A1+, seeking to regain its broadcasting license after staying off the air for more than eight years, is in competition with an operating TV station, ArmNews, that alternates its current broadcasts with half-hourly retransmissions of programs from pan-European news channel EuroNews.
Only two of the 18 contests for frequencies are competitive.
Meltex, the A1+ founding company, sought to impress the National Commission on Television and Radio (HRAH) with its tender package boasting of self-funding and pledging a programming based on “panhuman values”, such as principles of justice, human rights, tolerance and plurality.
The company also presented investment certificates for a total of more than $1 million to implement the initial phase of its proposed project.
A1+ producer Susanna Ohanjanian said these investments and the existing equipment worth about $160,000 “are fully sufficient for the implementation of the whole program.”
Meltex said it expected financial revenues from commercials, film production and information sales, with the revenue in the first year of operation expected to stand at $255,000 and in the first five years to exceed $3 million.
The company’s representative also assured the HRAH that “cutting-edge hardware” would be purchased and that the company “stands ready to go on the air and take its place in the market.”
The HRAH gave no questions to A1+ representatives.
A1+, a rare television company critical of the government, controversially lost its broadcasting license in 2002 and has not been granted another license in any of a dozen tenders it has participated in since then.

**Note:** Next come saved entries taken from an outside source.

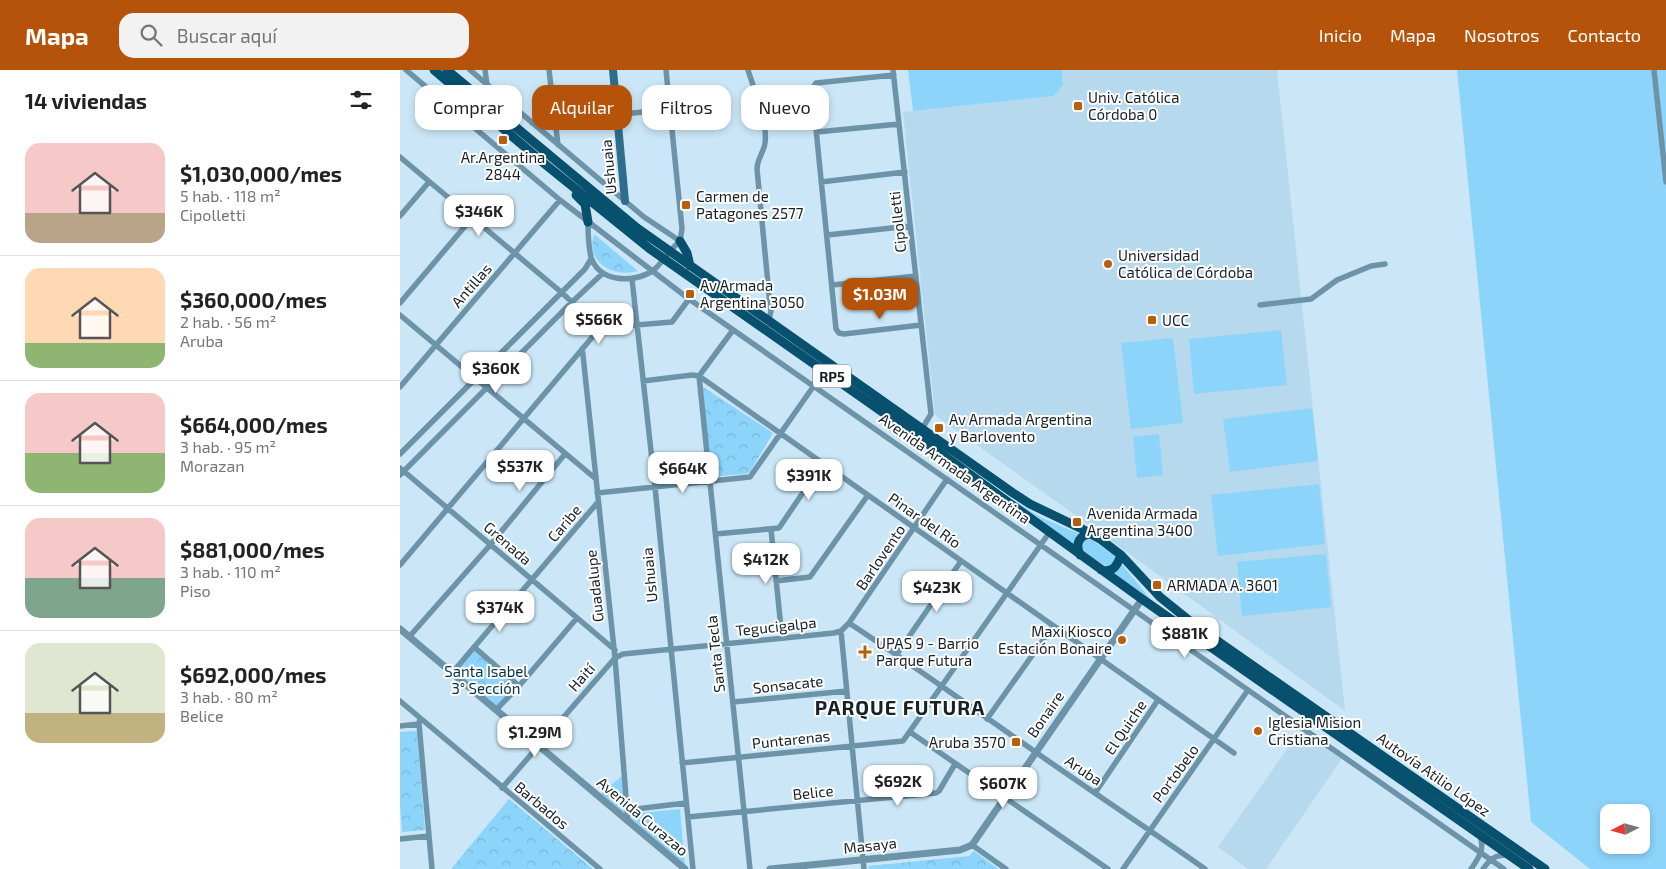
<!DOCTYPE html>
<html lang="es">
<head>
<meta charset="utf-8">
<style>
  :root { --surface:#fff; --page:#f2f2f2; --text:#222; --muted:#767676; --line:#e0e0e0; --accent:#b45309 }
  body { margin:0; font-family:"Exo 2",sans-serif; background:var(--page); color:var(--text); height:100vh; display:flex; flex-direction:column; font-size:19px; white-space:nowrap }
  * { box-sizing:border-box; margin:0 }
  p { font-size:16px; color:var(--muted) }
  .icon { flex:none; width:28px; height:28px; fill:none; stroke:currentColor; stroke-width:2; stroke-linecap:round; stroke-linejoin:round }
  .map { position:relative; flex:1; overflow:hidden }
  .side { display:flex; flex-direction:column; background:var(--surface); width:400px }
  .side>* { flex:none }
  .hud { position:absolute; left:15px; top:15px; width:475px; height:45px; display:flex; gap:10px }
  .needle { width:32px; rotate:264deg }
  .fabs { position:absolute; left:1200px; top:734px; display:grid; gap:10px }
  .fabs a { display:grid; place-items:center; width:50px; height:50px; border-radius:10px; background:var(--surface); box-shadow:0 2px 8px #0003; font-size:25px }
  .price { position:absolute; translate:-50% -42px; padding:0 11px; border-radius:10px; background:#fff; color:#222; font-size:16px; line-height:32px; filter:drop-shadow(0 1px 2px #0008) }
  .price::after { content:''; position:absolute; left:50%; top:30px; width:15px; height:11px; margin-left:-8px; background:inherit; clip-path:polygon(0 0,100% 0,50% 100%) }
  .price.on { background:var(--accent); color:#fff }
  ul { padding:0; list-style:none }
  li { display:flex; align-items:center; gap:15px; height:125px; padding:0 25px }
  li+li { border-top:1px solid var(--line) }
  li span { display:grid; place-items:center; flex:none; width:140px; height:100px; border-radius:15px; color:#555 }
  li>.icon { margin-inline-start:auto }
  span .icon { width:60px; height:60px; fill:#fffc; stroke-width:1 }
  li b { font-size:21px }
  h2 { display:flex; justify-content:space-between; align-items:center; height:60px; padding:0 25px; font-size:21px }
  .tag { padding:0 18px; border-radius:15px; background:var(--surface); box-shadow:0 2px 8px #0003; font-size:18px; line-height:45px }
  .tag.on { background:var(--accent); color:#fff }
  header { display:flex; align-items:center; gap:30px; box-sizing:border-box; height:70px; padding:0 25px; background:var(--accent); color:#fff }
  header strong { font-size:24px }
  nav { display:flex; gap:28px; margin-inline-start:auto; font-size:18px }
  .search { width:350px; height:45px; background:var(--page); display:flex; align-items:center; gap:12px; box-sizing:border-box; padding:0 18px; border-radius:15px; color:var(--muted); font-size:19px }
  main { display:flex; flex:1; min-height:0 }
  .map>svg:first-child { display:block }
  .built { fill:#b7d9ed }
  .green { fill:#8dd4fb; fill-rule:evenodd }
  .park { fill:url(#park-crowns) }
  .lines { fill:none; stroke-linecap:round; stroke-linejoin:round }
  .minor { stroke:#6d93a9; stroke-width:5.5 }
  .tertiary { stroke:#6d93a9; stroke-width:7 }
  .secondary { stroke:#2e6d8c; stroke-width:8 }
  .primary { stroke:#07506e; stroke-width:9 }
  .poi-dot { fill:#bb5e0b; stroke:#fff; stroke-width:2 }
  .labels { text-anchor:middle; dominant-baseline:central; stroke-width:4; stroke-linejoin:round; paint-order:stroke }
  .shield { fill:#fff; stroke:#5d6468; stroke-width:1 }
  .shield-label { font-size:14px; font-weight:bold; fill:#172127 }
  .poi-label { font-size:15px; fill:#172127; stroke:#fff; text-anchor:start }
  .street-label { font-size:15px; fill:#172127; stroke:#fff }
  .park-label { font-size:15px; fill:#043348; stroke:#fff }
  .district-label { font-size:20px; font-weight:bold; letter-spacing:1px; fill:#172127; stroke:#fff }
</style>
</head>
<body>
<header>
<strong>Mapa</strong>
<div class="search"><svg class="icon" aria-label="search" viewBox="0 0 24 24"><circle cx="10" cy="10" r="6"/><path d="M15 15l6 6"/></svg>Buscar aquí</div>
<nav><a>Inicio</a><a>Mapa</a><a>Nosotros</a><a>Contacto</a></nav>
</header>
<main>
<section class="side">
<h2>14 viviendas<svg class="icon" aria-label="filters" viewBox="0 0 24 24"><path d="M4 7h16M4 17h16"/><circle cx="9" cy="7" r="2"/><circle cx="15" cy="17" r="2"/></svg></h2>
<ul>
<li><span style="background:linear-gradient(#f6c9c9 70%,#b9a48a 0)"><svg class="icon" aria-label="home" viewBox="0 0 24 24"><path d="M3 11l9-7 9 7M6 9v11h12V9"/></svg></span><div><b>$1,030,000/mes</b><p>5 hab. · 118 m²</p><p>Cipolletti</p></div></li>
<li><span style="background:linear-gradient(#ffd9b3 75%,#8fb573 0)"><svg class="icon" aria-label="home" viewBox="0 0 24 24"><path d="M3 11l9-7 9 7M6 9v11h12V9"/></svg></span><div><b>$360,000/mes</b><p>2 hab. · 56 m²</p><p>Aruba</p></div></li>
<li><span style="background:linear-gradient(#f6c9c9 60%,#8fb573 0)"><svg class="icon" aria-label="home" viewBox="0 0 24 24"><path d="M3 11l9-7 9 7M6 9v11h12V9"/></svg></span><div><b>$664,000/mes</b><p>3 hab. · 95 m²</p><p>Morazan</p></div></li>
<li><span style="background:linear-gradient(#f6c9c9 60%,#7fa58c 0)"><svg class="icon" aria-label="home" viewBox="0 0 24 24"><path d="M3 11l9-7 9 7M6 9v11h12V9"/></svg></span><div><b>$881,000/mes</b><p>3 hab. · 110 m²</p><p>Piso</p></div></li>
<li><span style="background:linear-gradient(#dfe7d0 70%,#c2b280 0)"><svg class="icon" aria-label="home" viewBox="0 0 24 24"><path d="M3 11l9-7 9 7M6 9v11h12V9"/></svg></span><div><b>$692,000/mes</b><p>3 hab. · 80 m²</p><p>Belice</p></div></li>
</ul>
</section>
<div class="map">
<svg width="1266" height="799" viewBox="0 0 1266 799">
  <defs>
    <pattern id="park-crowns" width="20" height="18" patternUnits="userSpaceOnUse" patternTransform="scale(1.25)"><rect width="20" height="18" fill="#8dd4fb"/><path d="M2 6a3 3 0 1 1 6 0M12 15a3 3 0 1 1 6 0" fill="none" stroke="#79b6d7"/></pattern>
  </defs>
  <rect width="100%" height="100%" fill="#cbe7f7"/>
  <!-- built -->
  <path class="built" d="M662,0H877L945,641L727,482L535,345L503,42L654,26L663,15Z
    M902,658L943,687L866,799H848L818,777Z"/>
  <!-- green -->
  <path class="green" d="M508,0H662L663,15L654,26L513,41Z
    M1057,0H1266V799H1190L1131,752ZM1209,742H1241V775H1209Z
    M881,260L887,315L794,324L789,269Z
    M773,268L783,353L731,359L721,273Z
    M912,338L918,391L830,402L823,349Z
    M759,364L763,405L737,408L733,367Z
    M919,414L925,474L818,486L811,425Z
    M599,421L640,447L680,464L675,475L598,423Z
    M689,468L715,486L716,491L707,497L682,481L683,470Z
    M926,484L931,537L842,546L837,492Z
    M721,493L751,530L712,503Z
    M222,706L226,746L200,724Z
    M280,739L285,798L231,750V744Z"/>
  <!-- park -->
  <path class="park" d="M194,164L238,201C213,208 185,193 194,164Z
    M303,317L373,363L350,402L345,404L310,407Z
    M74,579L116,616L96,638L54,602Z
    M17,661L25,760L2,762L0,735V662Z
    M109,729L193,799H51Z
    M574,781L598,799H469L468,796L569,786Z"/>
  <g class="lines">
    <!-- minor -->
    <path class="minor" d="M6,0L160,130L289,229L1104,799
      M70,0L244,147L280,171
      M85,0L87,15
      M149,0L158,75
      M266,0L282,159L280,171
      M348,0C354,20 368,51 365,73C364,82 357,89 357,99L370,235L371,241L369,250
      M493,0L531,344L522,359
      M1254,0L1266,112
      M494,5L416,13L412,19L436,259L439,263L444,264L521,255
      M132,53L294,37
      M417,62L499,54
      M0,87L161,222L200,258L272,252L289,229
      M421,112L505,102
      M0,146L29,112
      M188,152C188,164 188,175 191,187C199,212 231,213 251,202C260,197 270,179 280,171
      M427,165L510,156
      M232,209L255,417L293,799
      M432,215L516,206
      M0,233L72,148
      M860,235L911,229L937,210L971,196L985,194
      M0,245L196,409
      M182,279L183,285L215,588L228,752
      M299,306L350,799
      M299,306L333,260
      M243,311L292,305L299,306L834,683
      M0,317L160,130
      M0,384L185,199L191,189
      M0,398L215,580
      M0,405L172,232L203,203
      M197,423L350,407L413,317
      M371,459L382,568
      M316,464L379,458L423,393
      M0,495L200,258
      M376,511L410,507L468,425
      M449,553C510,593 568,635 627,676C686,718 746,757 805,799
      M441,561L464,799
      M9,567L91,474L165,384
      M74,577L119,616
      M497,584L561,491
      M52,603L198,432
      M0,631L200,799
      M333,632L447,621
      M96,640L119,616L177,548
      M20,648L19,654L32,799
      M587,649L653,556
      M0,656L19,654
      M510,662L708,799
      M282,693L503,671L649,463
      M102,718L215,588L223,584L434,563L441,561L449,553L547,409
      M695,723L758,630
      M227,740L286,733
      M288,747L536,723L539,721L555,694
      M0,769L29,766
      M572,775L606,799
      M723,799L848,620
      M1071,799C1079,787 1085,780 1080,766
      M1083,799C1090,789 1095,785 1107,785"/>
    <!-- tertiary -->
    <path class="tertiary" d="M0,559L285,799
      M370,799L560,780L572,775L742,529"/>
    <!-- secondary -->
    <path class="secondary" d="M213,0L225,131"/>
    <!-- primary -->
    <path class="primary" d="M34,0L146,95L250,179L528,374L742,529L1129,799
      M47,0L237,158L613,423L630,434L682,459L700,469L721,485L760,527L796,556L1145,799
      M176,125L185,134L188,152
      M280,171L287,183L290,196
      M680,485C675,474 679,464 692,464
      M701,500C713,503 717,496 721,485"/>
  </g>
  <!-- markers -->
  <g class="poi-dot">
    <rect x="673" y="31" width="10" height="10" rx="2.5"/>
    <rect x="98" y="65" width="10" height="10" rx="2.5"/>
    <rect x="281" y="130" width="10" height="10" rx="2.5"/>
    <circle cx="708" cy="194" r="5"/>
    <rect x="285" y="219" width="10" height="10" rx="2.5"/>
    <rect x="747" y="245" width="10" height="10" rx="2.5"/>
    <rect x="534" y="353" width="10" height="10" rx="2.5"/>
    <rect x="672" y="447" width="10" height="10" rx="2.5"/>
    <rect x="752" y="510" width="10" height="10" rx="2.5"/>
    <circle cx="722" cy="570" r="5"/>
    <path d="M462.5 574.5h5v5h5v5h-5v5h-5v-5h-5v-5h5z"/>
    <circle cx="858" cy="661" r="5"/>
    <rect x="611" y="667" width="10" height="10" rx="2.5"/>
  </g>
  <g class="labels">
    <!-- shield labels -->
    <rect class="shield" x="413" y="294.5" width="38" height="23" rx="4"/>
    <g class="shield-label">
      <text x="432" y="306">RP5</text>
    </g>
    <!-- poi labels -->
    <g class="poi-label">
      <text x="688" y="27">Univ. Católica<tspan x="688" dy="17">Córdoba 0</tspan></text>
      <text x="103" y="87" text-anchor="middle">Ar.Argentina<tspan x="103" dy="17">2844</tspan></text>
      <text x="296" y="126">Carmen de<tspan x="296" dy="17">Patagones 2577</tspan></text>
      <text x="718" y="185">Universidad<tspan x="718" dy="17">Católica de Córdoba</tspan></text>
      <text x="300" y="215">Av Armada<tspan x="300" dy="17">Argentina 3050</tspan></text>
      <text x="762" y="250">UCC</text>
      <text x="549" y="349">Av Armada Argentina<tspan x="549" dy="17">y Barlovento</tspan></text>
      <text x="687" y="443">Avenida Armada<tspan x="687" dy="17">Argentina 3400</tspan></text>
      <text x="767" y="515">ARMADA A. 3601</text>
      <text x="712" y="561" text-anchor="end">Maxi Kiosco<tspan x="712" dy="17">Estación Bonaire</tspan></text>
      <text x="476" y="573">UPAS 9 - Barrio<tspan x="476" dy="17">Parque Futura</tspan></text>
      <text x="868" y="652">Iglesia Mision<tspan x="868" dy="17">Cristiana</tspan></text>
      <text x="606" y="672" text-anchor="end">Aruba 3570</text>
    </g>
    <!-- street labels -->
    <g class="street-label">
      <text transform="translate(208 97) rotate(-95)">Ushuaia</text>
      <text transform="translate(497 152) rotate(-96)">Cipolletti</text>
      <text transform="translate(71 215) rotate(-49)">Antillas</text>
      <text transform="translate(555 398) rotate(35)">Avenida Armada Argentina</text>
      <text transform="translate(525 450) rotate(35)">Pinar del Río</text>
      <text transform="translate(164 453) rotate(-50)">Caribe</text>
      <text transform="translate(108 473) rotate(41)">Grenada</text>
      <text transform="translate(480 487) rotate(-56)">Barlovento</text>
      <text transform="translate(249 505) rotate(-95)">Ushuaia</text>
      <text transform="translate(194 516) rotate(-96)">Guadalupe</text>
      <text transform="translate(376 556) rotate(-6)">Tegucigalpa</text>
      <text transform="translate(315 584) rotate(-96)">Santa Tecla</text>
      <text transform="translate(181 607) rotate(-49)">Haití</text>
      <text transform="translate(388 614) rotate(-6)">Sonsacate</text>
      <text transform="translate(645 644) rotate(-55)">Bonaire</text>
      <text transform="translate(725 657) rotate(-56)">El Quiche</text>
      <text transform="translate(391 669) rotate(-6)">Puntarenas</text>
      <text transform="translate(684 700) rotate(34)">Aruba</text>
      <text transform="translate(775 703) rotate(-54)">Portobelo</text>
      <text transform="translate(1034 704) rotate(35)">Autovía Atilio López</text>
      <text transform="translate(413 722) rotate(-6)">Belice</text>
      <text transform="translate(142 735) rotate(40)">Barbados</text>
      <text transform="translate(243 746) rotate(40)">Avenida Curazao</text>
      <text transform="translate(470 775) rotate(-6)">Masaya</text>
    </g>
    <!-- park labels -->
    <g class="park-label">
      <text x="86" y="601">Santa Isabel<tspan x="86" dy="17">3° Sección</tspan></text>
    </g>
    <!-- district labels -->
    <g class="district-label">
      <text x="500" y="637">PARQUE FUTURA</text>
    </g>
  </g>
</svg>
<div class="fabs">
<a><svg class="needle" viewBox="-14 -14 28 28"><path d="M0-13l5 13h-10z" fill="#e53935"/><path d="M0 13l5-13h-10z" fill="#767676"/></svg></a>
</div>
<b class="price" style="left:79px;top:167px">$346K</b>
<b class="price on" style="left:480px;top:250px">$1.03M</b>
<b class="price" style="left:199px;top:275px">$566K</b>
<b class="price" style="left:96px;top:324px">$360K</b>
<b class="price" style="left:120px;top:422px">$537K</b>
<b class="price" style="left:283px;top:424px">$664K</b>
<b class="price" style="left:409px;top:431px">$391K</b>
<b class="price" style="left:366px;top:515px">$412K</b>
<b class="price" style="left:537px;top:543px">$423K</b>
<b class="price" style="left:100px;top:563px">$374K</b>
<b class="price" style="left:785px;top:589px">$881K</b>
<b class="price" style="left:135px;top:688px">$1.29M</b>
<b class="price" style="left:498px;top:737px">$692K</b>
<b class="price" style="left:603px;top:739px">$607K</b>
<div class="hud">
<a class="tag">Comprar</a>
<a class="tag on">Alquilar</a>
<a class="tag">Filtros</a>
<a class="tag">Nuevo</a>
</div>
</div>
</main>
</body>
</html>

The Strasbourg-based European Court of Human Rights fined the Armenian authorities in 2008 over the HRAH’s consistent rejection of A1+ applications for a new frequency, which it said constituted a violation of the “freedom of expression” article of the European Convention on Human Rights.
A1+’s rival company ArmNews did not hear questions from HRAH members at the end of its presentation either.
ArmNews said it had acquired “a financially stable business” over the years of broadcasting activities. The company said in the past five years it has made a revenue of about $1.4 million and now possesses equipment worth about $525,000 and a 72-member staff. The company also boasts digital technologies introduced in 2008 and hopes to switch to new digital broadcast without additional investment. In the next 10 years, the company expects a net profit of about $2.1 million.
ArmNews editor-in-chief Vahe Ghazarian also spoke about “impartial and objective information” and “ensuring pluralism” as he presented the package.
“The television company is not a mouthpiece for any political group and will, therefore, rule out any biased or ‘guided’ attitude towards any political group,” he said.
The winners in the contests are due to be announced on December 16.